Friday, March 28, 2014

1974


Gerard Depardieu and Patrick Dewaere made a French road movie in 1974 with director Bertrand Blier. It was called Les Valseuses. "Uneven" is one of the kinder words I have seen in print to describe the deliberately disorganized narrative, with its occasional amazing outbursts of misogyny scattered among scenes of seemingly genuine hippie idealism. Production values high as well, even lofty  with music by Stephane Grappelli, cinematography by Bruno Nyutten.
 


Isabell Huppert (below) appeared in this movie at the age of 21. She played a 16-year-old schoolgirl vacationing unhappily in the Midi with her parents. She abandoned them in order to join up briefly with the roving petty criminals, but remained an outlaw only long enough to accomplish the joyful task of losing her virginity.

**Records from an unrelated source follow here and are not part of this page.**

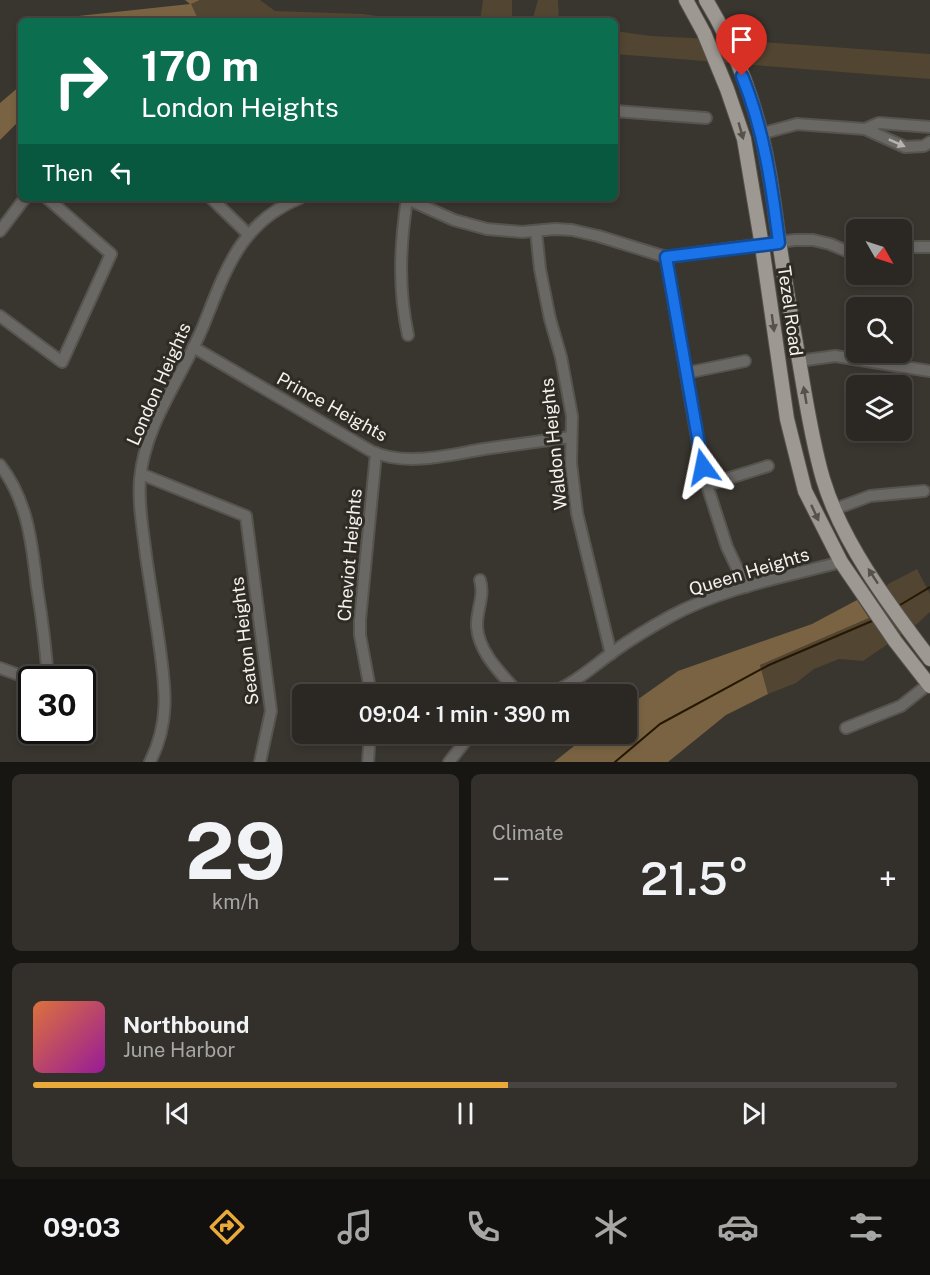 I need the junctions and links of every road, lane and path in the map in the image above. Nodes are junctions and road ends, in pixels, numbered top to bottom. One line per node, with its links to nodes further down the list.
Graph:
1 (686, 0): 19 (main road, Tezel Road, one-way to 19)
2 (706, 0): 7 (main road, Tezel Road)
3 (618, 111): 4 (street)
4 (706, 118)
5 (930, 127): 6 (street)
6 (865, 129): 7 (street); 8 (street, one-way to 8)
7 (760, 134): 18 (main road, Tezel Road)
8 (930, 142)
9 (23, 201): 15 (street)
10 (50, 201): 24 (street)
11 (214, 201): 17 (street)
12 (294, 201): 17 (street, London Heights)
13 (406, 201): 25 (street)
14 (411, 201): 16 (street)
15 (0, 231)
16 (536, 231): 23 (street); 31 (street, Waldon Heights)
17 (248, 234): 26 (street, London Heights)
18 (779, 243): 19 (street); 22 (street); 27 (main road, Tezel Road)
19 (762, 246): 23 (street); 39 (main road, Tezel Road, one-way to 39)
20 (912, 247): 21 (street)
21 (930, 247)
22 (846, 251)
23 (666, 257): 30 (street)
24 (0, 316)
25 (408, 335)
26 (194, 347): 32 (street, Prince Heights); 35 (street, London Heights)
27 (799, 361): 29 (street); 38 (main road, Tezel Road, one-way to 27)
28 (745, 362): 30 (street)
29 (930, 371)
30 (686, 373): 36 (street)
31 (571, 437): 32 (street, Prince Heights); 44 (street, Waldon Heights)
32 (376, 453): 49 (street, Cheviot Heights)
33 (0, 465): 46 (street)
34 (768, 466): 36 (street)
35 (141, 474): 56 (street, London Heights); 57 (street, Seaton Heights)
36 (707, 485): 41 (street)
37 (924, 491): 38 (street)
38 (835, 509): 42 (main road, Tezel Road, one-way to 38)
39 (841, 562): 41 (street, Queen Heights); 43 (main road, Tezel Road)
40 (480, 580): 50 (street)
41 (746, 587): 44 (street, Queen Heights)
42 (894, 610): 43 (street); 45 (main road, Tezel Road)
43 (879, 619): 52 (main road, Tezel Road)
44 (610, 654): 51 (street, Queen Heights)
45 (930, 659)
46 (47, 666)
47 (0, 668): 48 (street)
48 (18, 675)
49 (369, 684)
50 (511, 684)
51 (570, 684)
52 (930, 685): 53 (street)
53 (846, 728)
54 (369, 744): 58 (street)
55 (462, 744): 59 (street)
56 (150, 762)
57 (260, 762)
58 (368, 762)
59 (449, 762) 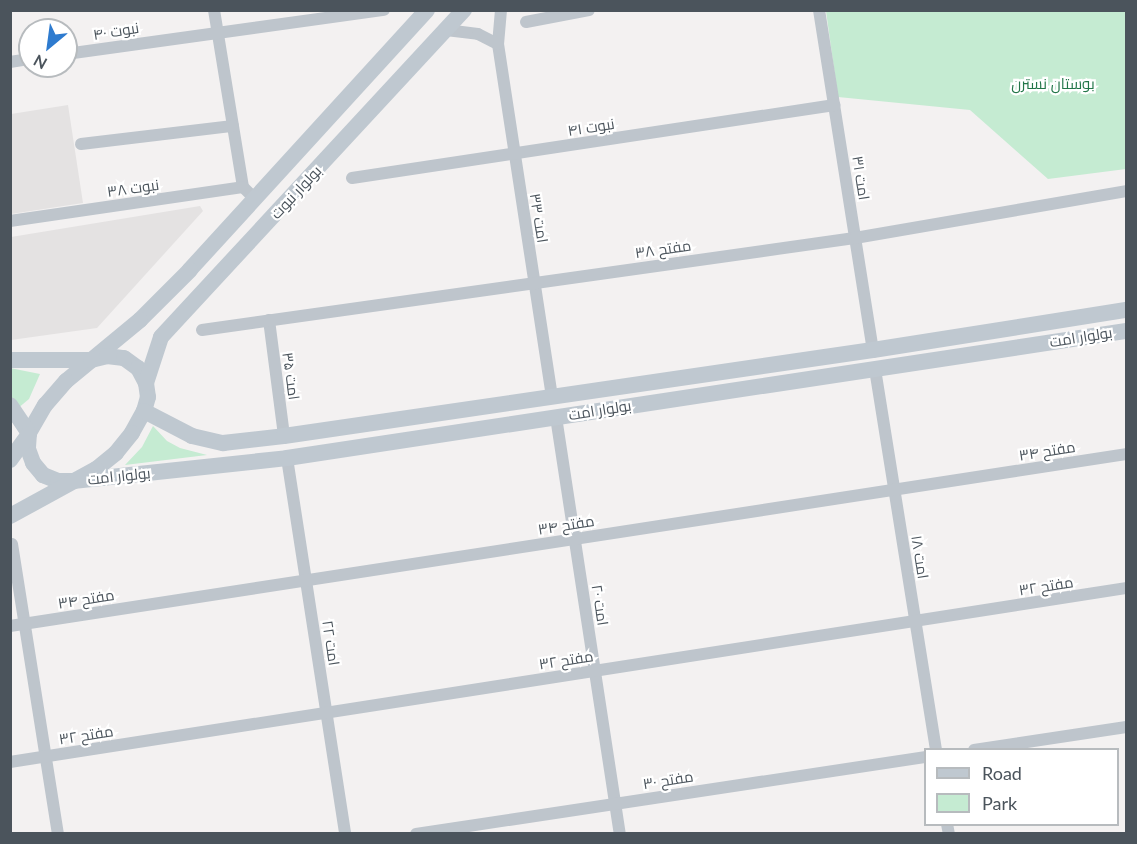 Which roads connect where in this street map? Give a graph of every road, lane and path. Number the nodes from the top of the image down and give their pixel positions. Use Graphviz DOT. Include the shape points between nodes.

However, the true female lead was the actress Miou-Miou, partner in crime and partner in bed  an embodiment of the old-fashioned fantasy-girl conjured up by male imagination.



Jeanne Moreau (below) also anchored an isolated, disconnected episode  with the distant manner of a character on the wrong set.



Both Depardieu and Dewaere became stars with this movie (though Patrick Dewaere would commit suicide a few years later). Moreau and Miou-Miou were, in their own ways, each already consigned to the permanent status of legend. And Isabelle Huppert was beginning her steep and rapid ascent to the success-peak she continues to inhabit now, 40 years later.